Our discussions revealed (unsurprisingly) that we all came to this question with different examples, assumptions, and solutions. Some people rejected the idea that zero-sum problems ever actually exist and suggested that reliance on the framework and use of the term can be damaging to environmental governance. Not just because it is an overly constrained view of how tradeoffs actually work, but because the language of zero-sum necessarily creates a combative stance that can impede collaboration and creative thinking. Others suggested that for some environmental concerns, the zero-sum framework was actually underused. That is, we might reach better results if we confront the actual tradeoffs. What work does it do to label environmental problems a zero-sum game? In this case, climate change and biodiversity protection served as key examples. Maybe we do need to emphasize that you can’t have your cake and eat it too. Building that hospital will indeed lead to the extinction of a species. Putting the conundrum in stark terms might help highlight the need for embracing the principle of in dubio pro natura (when in doubt act in favor of nature). Most of us agreed, however, that when we see the zero-sum rhetoric or when we use it ourselves, we aren’t really talking the language of economists. We are taking their term and simplifying it (taking a complex topic from another discipline and simplifying it for our use is something we legal academics are good at). But more than that, we realized that we aren’t actually the ones using this term. In fact, it is not heavily used in the legal academy. It is used in the media, though, and by politicians.

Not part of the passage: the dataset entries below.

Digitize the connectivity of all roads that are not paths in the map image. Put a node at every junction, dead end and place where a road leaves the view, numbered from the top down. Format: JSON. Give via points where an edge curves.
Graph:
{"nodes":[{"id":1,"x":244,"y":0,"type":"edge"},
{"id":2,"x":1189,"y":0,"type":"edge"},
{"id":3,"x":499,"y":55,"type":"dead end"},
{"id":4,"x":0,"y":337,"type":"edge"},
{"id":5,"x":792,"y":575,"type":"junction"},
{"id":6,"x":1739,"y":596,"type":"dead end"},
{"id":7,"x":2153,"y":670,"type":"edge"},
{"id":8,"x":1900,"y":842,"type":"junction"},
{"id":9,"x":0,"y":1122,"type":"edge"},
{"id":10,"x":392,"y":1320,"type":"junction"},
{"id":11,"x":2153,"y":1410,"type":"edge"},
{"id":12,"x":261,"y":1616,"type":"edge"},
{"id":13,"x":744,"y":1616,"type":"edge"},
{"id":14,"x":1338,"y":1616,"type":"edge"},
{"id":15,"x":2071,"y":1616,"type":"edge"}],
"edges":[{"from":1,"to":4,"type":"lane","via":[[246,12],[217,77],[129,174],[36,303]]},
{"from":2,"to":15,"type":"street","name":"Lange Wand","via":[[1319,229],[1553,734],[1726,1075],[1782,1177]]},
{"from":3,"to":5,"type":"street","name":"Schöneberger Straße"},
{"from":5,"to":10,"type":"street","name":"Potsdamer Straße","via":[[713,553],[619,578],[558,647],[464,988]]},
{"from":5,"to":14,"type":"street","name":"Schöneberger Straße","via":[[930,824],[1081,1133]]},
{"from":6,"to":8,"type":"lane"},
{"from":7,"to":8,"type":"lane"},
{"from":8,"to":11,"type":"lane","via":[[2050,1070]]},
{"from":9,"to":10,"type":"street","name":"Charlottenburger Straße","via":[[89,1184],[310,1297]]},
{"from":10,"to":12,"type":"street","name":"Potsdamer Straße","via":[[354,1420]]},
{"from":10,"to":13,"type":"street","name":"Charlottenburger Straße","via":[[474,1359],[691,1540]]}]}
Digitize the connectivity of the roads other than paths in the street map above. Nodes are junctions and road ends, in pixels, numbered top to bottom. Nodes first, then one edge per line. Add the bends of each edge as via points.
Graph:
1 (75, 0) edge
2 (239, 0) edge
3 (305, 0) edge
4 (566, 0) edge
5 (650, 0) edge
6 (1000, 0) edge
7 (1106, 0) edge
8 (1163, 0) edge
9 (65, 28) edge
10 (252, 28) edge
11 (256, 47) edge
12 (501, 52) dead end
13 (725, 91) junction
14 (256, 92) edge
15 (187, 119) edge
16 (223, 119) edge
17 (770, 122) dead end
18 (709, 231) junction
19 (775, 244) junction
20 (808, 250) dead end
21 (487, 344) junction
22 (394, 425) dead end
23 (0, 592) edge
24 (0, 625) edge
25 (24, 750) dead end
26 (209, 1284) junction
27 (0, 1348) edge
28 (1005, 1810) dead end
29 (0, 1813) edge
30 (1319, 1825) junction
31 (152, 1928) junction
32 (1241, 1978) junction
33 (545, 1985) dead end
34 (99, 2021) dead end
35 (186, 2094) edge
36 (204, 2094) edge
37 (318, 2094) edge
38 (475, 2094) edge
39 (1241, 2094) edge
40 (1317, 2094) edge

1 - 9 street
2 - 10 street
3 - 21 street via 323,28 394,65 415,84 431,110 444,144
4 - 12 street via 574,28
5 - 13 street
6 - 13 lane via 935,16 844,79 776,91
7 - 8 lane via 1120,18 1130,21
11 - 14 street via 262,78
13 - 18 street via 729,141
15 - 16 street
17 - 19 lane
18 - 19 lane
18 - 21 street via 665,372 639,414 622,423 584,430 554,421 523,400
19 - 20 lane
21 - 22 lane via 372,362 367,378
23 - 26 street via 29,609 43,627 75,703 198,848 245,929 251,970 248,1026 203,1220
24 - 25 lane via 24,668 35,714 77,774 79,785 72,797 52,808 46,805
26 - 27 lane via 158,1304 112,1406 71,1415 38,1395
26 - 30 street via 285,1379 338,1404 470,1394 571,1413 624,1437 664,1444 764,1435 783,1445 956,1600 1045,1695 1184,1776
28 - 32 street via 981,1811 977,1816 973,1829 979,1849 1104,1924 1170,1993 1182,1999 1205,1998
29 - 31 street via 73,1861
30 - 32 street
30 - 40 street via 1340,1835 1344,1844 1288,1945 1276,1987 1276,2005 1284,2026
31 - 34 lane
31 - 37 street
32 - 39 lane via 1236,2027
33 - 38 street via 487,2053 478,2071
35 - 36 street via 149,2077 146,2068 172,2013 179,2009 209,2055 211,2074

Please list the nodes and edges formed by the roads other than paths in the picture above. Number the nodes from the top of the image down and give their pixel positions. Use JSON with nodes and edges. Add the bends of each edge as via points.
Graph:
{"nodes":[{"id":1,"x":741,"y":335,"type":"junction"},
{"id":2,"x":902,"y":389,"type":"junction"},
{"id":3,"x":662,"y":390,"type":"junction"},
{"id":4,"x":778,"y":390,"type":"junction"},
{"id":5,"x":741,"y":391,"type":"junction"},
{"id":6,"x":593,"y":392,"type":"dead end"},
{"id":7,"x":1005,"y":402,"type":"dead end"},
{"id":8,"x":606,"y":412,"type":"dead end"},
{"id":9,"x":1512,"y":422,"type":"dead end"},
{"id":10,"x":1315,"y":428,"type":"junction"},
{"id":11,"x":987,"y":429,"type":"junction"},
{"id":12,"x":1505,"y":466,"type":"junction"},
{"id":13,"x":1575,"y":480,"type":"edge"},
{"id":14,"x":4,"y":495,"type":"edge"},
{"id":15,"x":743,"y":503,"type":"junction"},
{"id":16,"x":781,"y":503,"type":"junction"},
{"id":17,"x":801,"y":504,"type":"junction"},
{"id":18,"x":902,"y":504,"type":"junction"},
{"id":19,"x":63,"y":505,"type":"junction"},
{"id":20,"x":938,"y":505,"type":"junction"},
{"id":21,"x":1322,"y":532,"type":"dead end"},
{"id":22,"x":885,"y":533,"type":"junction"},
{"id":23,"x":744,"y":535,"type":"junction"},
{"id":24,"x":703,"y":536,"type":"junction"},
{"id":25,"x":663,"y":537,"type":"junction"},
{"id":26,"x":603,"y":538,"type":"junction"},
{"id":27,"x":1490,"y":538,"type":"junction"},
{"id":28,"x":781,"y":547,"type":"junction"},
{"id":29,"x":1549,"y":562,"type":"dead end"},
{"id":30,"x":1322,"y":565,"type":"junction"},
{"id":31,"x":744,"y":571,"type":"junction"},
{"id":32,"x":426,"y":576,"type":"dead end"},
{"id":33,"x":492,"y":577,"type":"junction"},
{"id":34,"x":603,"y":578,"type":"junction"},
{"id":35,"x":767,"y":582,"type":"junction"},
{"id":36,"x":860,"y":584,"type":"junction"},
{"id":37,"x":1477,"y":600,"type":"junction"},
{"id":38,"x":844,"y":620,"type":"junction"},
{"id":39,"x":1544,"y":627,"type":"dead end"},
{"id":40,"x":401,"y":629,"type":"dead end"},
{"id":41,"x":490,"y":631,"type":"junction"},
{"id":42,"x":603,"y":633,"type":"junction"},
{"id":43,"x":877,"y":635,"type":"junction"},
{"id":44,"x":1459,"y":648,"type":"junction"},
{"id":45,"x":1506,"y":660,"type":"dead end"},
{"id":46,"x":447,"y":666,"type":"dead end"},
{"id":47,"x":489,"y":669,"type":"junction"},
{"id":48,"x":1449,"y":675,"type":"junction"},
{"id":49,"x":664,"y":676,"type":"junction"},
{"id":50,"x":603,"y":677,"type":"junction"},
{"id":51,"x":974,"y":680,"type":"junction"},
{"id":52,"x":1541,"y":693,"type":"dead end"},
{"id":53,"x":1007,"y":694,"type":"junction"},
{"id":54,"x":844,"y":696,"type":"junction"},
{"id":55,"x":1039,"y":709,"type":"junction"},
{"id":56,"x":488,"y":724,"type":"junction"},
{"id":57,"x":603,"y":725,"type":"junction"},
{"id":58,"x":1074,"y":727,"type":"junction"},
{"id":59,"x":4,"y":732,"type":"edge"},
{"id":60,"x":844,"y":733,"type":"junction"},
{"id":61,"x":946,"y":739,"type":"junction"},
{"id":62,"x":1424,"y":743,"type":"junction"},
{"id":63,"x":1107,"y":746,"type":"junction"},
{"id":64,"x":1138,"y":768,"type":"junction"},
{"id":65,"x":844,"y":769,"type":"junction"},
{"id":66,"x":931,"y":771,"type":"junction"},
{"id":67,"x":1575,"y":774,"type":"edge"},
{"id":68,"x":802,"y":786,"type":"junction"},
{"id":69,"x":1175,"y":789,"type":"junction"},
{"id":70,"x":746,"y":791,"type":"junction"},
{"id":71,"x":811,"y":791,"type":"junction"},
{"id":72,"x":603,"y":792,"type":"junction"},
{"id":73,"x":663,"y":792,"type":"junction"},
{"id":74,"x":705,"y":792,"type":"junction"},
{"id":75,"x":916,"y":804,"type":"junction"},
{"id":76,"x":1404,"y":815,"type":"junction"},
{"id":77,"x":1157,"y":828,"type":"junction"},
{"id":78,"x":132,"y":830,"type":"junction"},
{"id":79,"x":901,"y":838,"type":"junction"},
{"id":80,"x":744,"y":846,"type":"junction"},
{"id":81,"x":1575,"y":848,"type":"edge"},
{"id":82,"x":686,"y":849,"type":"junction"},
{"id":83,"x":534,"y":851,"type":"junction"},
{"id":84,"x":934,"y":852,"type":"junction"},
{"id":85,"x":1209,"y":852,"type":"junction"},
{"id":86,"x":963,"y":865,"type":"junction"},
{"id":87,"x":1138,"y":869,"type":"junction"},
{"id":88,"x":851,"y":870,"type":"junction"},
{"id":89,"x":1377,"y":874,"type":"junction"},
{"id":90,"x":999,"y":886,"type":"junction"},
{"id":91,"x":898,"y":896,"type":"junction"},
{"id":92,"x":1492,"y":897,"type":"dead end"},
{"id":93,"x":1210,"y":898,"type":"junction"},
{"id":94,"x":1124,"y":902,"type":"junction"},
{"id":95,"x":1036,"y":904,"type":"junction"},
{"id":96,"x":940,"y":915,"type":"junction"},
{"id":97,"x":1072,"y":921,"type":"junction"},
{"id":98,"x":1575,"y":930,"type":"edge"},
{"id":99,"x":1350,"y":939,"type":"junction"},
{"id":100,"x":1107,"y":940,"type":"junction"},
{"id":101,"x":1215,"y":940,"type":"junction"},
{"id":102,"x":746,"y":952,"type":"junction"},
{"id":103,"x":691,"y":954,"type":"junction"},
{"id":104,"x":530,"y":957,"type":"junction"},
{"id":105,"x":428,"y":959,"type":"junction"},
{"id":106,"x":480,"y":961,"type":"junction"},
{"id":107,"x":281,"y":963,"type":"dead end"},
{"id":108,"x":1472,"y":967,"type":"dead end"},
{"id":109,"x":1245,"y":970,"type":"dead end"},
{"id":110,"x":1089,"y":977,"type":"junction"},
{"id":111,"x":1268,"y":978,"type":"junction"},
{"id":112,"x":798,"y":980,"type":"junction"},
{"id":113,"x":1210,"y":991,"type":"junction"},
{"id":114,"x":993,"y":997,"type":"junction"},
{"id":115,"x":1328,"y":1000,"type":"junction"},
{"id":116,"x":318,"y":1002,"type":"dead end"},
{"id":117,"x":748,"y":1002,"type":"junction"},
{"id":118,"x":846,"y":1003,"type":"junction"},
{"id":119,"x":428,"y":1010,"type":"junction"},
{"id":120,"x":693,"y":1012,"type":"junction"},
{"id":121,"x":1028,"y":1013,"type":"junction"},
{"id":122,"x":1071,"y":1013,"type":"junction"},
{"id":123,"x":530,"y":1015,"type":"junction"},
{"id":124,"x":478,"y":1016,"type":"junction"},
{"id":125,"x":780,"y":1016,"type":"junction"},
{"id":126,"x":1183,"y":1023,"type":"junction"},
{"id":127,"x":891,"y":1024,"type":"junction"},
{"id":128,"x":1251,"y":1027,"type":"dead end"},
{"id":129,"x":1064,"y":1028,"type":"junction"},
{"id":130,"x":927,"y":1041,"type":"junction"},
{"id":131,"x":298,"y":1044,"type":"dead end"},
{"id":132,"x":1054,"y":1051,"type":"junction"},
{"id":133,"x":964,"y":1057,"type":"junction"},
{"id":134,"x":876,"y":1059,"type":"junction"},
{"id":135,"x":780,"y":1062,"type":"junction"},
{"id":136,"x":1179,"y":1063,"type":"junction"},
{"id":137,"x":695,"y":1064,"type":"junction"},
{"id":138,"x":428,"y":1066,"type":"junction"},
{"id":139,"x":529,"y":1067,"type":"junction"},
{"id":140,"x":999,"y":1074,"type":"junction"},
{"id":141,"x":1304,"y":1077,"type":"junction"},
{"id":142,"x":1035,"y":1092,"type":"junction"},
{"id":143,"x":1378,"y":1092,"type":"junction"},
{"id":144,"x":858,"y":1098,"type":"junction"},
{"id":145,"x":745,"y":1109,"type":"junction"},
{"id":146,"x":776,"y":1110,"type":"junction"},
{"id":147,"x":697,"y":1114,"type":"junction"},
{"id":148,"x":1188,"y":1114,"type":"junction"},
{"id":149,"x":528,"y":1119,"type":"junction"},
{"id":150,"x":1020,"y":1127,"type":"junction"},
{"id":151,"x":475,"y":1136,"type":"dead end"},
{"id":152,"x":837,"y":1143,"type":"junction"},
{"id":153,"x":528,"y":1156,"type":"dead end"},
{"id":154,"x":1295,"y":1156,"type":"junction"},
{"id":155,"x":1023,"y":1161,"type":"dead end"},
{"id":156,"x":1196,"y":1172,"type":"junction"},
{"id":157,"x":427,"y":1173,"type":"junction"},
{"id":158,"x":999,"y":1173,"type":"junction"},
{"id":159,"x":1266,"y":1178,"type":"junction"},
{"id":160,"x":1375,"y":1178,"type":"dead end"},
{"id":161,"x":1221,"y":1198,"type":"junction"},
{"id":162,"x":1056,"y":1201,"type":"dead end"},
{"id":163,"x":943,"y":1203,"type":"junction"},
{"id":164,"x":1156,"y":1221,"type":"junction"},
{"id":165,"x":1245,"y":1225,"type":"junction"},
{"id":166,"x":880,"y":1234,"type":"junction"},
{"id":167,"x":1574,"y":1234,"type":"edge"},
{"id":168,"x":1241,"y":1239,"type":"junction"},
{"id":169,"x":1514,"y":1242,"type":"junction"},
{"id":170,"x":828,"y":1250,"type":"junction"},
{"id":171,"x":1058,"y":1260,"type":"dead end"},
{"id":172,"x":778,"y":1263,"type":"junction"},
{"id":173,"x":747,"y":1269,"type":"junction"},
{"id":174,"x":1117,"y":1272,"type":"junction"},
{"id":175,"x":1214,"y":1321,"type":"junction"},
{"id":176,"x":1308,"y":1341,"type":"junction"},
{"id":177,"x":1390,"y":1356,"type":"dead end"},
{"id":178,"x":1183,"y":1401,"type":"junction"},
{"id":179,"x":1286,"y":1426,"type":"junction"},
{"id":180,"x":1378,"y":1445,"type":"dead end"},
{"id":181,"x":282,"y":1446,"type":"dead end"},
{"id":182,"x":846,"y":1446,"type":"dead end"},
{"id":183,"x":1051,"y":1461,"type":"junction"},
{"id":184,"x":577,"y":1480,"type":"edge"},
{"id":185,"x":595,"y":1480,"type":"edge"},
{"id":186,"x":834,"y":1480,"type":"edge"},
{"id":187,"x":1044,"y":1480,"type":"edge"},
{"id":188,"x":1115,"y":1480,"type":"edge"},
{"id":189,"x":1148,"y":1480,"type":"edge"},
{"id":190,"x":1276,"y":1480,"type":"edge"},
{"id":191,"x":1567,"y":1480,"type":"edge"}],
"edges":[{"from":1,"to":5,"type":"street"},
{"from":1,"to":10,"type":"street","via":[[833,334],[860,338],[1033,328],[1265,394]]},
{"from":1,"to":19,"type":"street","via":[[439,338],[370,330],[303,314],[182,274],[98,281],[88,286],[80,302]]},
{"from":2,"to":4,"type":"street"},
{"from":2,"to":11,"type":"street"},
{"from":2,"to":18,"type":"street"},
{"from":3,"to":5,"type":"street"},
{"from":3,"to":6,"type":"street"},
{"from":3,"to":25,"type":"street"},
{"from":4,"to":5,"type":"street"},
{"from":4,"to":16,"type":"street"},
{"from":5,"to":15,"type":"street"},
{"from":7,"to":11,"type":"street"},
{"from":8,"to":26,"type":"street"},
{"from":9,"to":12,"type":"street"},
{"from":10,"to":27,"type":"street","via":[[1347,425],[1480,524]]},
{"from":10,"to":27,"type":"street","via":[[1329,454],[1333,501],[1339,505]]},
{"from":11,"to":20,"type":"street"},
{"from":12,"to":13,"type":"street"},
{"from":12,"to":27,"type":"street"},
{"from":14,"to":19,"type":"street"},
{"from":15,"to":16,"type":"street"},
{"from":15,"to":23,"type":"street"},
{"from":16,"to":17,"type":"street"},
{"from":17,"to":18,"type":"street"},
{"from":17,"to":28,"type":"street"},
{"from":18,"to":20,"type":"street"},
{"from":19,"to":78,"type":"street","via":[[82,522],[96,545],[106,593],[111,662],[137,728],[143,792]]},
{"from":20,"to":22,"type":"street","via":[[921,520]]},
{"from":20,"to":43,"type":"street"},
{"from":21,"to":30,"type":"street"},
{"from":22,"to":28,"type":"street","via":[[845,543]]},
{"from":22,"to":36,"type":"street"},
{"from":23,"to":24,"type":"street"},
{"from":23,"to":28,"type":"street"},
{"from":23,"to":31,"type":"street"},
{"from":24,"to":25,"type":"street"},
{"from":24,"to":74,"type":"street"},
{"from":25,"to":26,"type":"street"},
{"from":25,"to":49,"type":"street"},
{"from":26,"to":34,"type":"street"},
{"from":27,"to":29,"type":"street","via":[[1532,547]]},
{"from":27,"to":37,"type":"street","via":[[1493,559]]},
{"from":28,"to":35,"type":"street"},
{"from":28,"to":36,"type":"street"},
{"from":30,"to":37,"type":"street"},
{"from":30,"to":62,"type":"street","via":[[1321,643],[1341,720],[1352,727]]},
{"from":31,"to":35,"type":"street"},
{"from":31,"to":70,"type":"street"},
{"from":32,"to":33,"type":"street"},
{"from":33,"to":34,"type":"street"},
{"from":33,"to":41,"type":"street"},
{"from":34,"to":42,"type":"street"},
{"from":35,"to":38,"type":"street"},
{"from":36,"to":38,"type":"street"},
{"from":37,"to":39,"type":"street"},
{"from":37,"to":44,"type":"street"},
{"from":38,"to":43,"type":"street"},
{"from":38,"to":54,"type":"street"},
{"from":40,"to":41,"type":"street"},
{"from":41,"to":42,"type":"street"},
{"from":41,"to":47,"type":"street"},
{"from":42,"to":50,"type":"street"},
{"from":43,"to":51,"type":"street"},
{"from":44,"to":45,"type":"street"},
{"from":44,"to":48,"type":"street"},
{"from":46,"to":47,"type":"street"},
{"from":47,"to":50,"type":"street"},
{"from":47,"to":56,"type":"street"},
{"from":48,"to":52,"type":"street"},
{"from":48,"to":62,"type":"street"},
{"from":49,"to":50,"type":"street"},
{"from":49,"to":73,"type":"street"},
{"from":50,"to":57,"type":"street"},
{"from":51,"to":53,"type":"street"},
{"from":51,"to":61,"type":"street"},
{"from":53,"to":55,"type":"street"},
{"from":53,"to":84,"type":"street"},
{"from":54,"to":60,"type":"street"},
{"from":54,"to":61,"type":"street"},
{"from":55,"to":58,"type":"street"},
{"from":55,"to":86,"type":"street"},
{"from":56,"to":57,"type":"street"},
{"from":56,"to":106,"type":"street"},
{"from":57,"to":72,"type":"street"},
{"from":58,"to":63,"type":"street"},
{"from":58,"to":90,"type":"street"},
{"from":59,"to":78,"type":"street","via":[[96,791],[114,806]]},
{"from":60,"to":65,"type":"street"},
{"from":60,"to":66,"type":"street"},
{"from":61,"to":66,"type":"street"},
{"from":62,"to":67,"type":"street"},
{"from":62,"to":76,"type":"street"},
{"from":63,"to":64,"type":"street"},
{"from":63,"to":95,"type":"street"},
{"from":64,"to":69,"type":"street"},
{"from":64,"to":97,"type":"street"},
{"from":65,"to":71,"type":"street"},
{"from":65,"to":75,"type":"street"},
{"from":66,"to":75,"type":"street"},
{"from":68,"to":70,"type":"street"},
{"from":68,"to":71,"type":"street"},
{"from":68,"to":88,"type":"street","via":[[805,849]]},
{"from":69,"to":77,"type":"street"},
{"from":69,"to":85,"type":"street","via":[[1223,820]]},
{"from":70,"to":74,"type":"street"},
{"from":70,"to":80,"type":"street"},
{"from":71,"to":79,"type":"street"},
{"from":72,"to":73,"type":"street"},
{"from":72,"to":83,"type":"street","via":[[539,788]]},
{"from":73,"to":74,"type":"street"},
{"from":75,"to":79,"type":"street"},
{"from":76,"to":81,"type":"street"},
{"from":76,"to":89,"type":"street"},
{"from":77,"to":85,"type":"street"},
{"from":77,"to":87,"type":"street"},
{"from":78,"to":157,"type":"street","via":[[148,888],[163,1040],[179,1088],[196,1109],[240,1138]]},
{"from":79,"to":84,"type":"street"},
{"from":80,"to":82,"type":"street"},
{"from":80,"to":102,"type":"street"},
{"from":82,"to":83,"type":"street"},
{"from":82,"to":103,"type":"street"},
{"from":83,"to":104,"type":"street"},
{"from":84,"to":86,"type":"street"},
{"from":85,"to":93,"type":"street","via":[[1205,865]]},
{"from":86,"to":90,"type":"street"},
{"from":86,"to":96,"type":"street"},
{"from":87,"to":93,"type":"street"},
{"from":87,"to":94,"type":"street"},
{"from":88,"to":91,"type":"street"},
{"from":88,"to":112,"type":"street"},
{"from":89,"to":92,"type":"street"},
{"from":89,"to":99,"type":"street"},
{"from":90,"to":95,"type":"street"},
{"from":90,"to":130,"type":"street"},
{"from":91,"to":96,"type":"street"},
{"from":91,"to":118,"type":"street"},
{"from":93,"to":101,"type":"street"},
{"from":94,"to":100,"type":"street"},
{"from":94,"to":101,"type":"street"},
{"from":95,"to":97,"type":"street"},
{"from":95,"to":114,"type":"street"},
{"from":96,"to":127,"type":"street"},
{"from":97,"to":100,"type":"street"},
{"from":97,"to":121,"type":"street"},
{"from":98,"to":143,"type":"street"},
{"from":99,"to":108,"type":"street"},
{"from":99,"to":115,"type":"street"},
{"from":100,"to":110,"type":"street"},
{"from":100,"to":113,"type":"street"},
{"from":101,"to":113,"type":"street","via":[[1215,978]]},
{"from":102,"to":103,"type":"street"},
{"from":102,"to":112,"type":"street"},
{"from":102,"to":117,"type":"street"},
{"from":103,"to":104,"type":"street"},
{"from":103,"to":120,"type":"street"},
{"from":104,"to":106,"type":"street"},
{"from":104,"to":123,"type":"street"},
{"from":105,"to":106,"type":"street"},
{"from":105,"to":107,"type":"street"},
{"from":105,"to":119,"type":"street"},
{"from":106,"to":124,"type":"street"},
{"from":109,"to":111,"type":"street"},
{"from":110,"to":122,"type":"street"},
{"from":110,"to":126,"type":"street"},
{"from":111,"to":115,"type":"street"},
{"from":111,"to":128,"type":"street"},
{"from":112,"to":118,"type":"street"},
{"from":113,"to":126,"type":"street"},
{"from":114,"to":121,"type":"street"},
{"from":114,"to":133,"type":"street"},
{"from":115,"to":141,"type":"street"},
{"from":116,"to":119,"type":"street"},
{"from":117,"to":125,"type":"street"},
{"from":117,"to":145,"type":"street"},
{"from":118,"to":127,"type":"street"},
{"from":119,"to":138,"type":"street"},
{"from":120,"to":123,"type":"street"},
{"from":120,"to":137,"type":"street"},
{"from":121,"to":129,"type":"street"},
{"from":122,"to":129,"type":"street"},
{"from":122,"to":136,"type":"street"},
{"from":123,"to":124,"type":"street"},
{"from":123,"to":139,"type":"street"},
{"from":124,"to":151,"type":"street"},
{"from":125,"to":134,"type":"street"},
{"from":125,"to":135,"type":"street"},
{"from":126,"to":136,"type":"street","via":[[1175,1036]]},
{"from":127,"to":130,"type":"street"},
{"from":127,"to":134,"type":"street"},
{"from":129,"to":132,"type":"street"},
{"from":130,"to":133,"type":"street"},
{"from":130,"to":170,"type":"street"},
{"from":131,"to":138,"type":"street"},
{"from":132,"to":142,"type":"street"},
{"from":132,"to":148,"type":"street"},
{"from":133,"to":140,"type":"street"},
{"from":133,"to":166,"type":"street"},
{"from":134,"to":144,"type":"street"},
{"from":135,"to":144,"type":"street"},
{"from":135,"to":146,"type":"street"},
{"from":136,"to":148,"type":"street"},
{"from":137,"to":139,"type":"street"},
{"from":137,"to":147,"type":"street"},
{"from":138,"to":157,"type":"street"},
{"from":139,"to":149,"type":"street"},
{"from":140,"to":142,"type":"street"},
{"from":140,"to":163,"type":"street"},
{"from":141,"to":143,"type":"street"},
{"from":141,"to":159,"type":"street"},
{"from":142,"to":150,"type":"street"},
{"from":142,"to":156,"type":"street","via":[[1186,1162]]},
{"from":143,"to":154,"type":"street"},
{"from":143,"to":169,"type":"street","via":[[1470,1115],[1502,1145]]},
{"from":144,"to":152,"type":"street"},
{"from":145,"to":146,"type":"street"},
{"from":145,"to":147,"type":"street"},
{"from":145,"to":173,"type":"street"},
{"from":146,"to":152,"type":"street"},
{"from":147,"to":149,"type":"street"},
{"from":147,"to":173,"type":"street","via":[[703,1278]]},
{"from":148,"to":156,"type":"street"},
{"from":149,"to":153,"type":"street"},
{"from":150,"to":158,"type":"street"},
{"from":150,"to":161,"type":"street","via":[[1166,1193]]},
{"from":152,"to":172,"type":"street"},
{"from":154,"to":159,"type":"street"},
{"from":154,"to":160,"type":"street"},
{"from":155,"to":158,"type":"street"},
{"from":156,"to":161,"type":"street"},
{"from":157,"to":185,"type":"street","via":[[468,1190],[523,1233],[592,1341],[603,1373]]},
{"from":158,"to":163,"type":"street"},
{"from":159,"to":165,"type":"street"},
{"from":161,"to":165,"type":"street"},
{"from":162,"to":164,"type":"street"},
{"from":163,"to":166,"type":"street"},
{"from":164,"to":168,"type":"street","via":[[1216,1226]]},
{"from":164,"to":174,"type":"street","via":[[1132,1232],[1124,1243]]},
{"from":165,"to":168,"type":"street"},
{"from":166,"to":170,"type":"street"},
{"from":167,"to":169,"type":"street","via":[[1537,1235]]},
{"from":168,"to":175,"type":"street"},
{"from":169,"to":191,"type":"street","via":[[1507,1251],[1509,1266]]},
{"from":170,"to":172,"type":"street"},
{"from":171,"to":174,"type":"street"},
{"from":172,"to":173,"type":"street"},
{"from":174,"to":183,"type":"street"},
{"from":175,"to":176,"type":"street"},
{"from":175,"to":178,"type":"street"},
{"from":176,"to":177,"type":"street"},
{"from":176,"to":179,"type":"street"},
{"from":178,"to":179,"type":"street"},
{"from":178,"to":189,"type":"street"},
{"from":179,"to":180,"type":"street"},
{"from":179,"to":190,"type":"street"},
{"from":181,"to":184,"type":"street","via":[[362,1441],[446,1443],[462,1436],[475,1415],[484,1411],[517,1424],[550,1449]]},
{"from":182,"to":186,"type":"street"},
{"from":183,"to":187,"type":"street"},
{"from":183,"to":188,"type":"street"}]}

This chart shows an increase use of the phrase “zero-sum” in books first appearing around 1940 and increasingly used since then with a tapering off beginning in 2000. However, overall there is not a high frequency of use of the phrase. Zero-sum Environmentalism did not appear often enough to be plotted with google’s ngram function. What would be more interesting is to chart this phrase in speeches, academic publications, and news articles, but well … I don’t know how to do that.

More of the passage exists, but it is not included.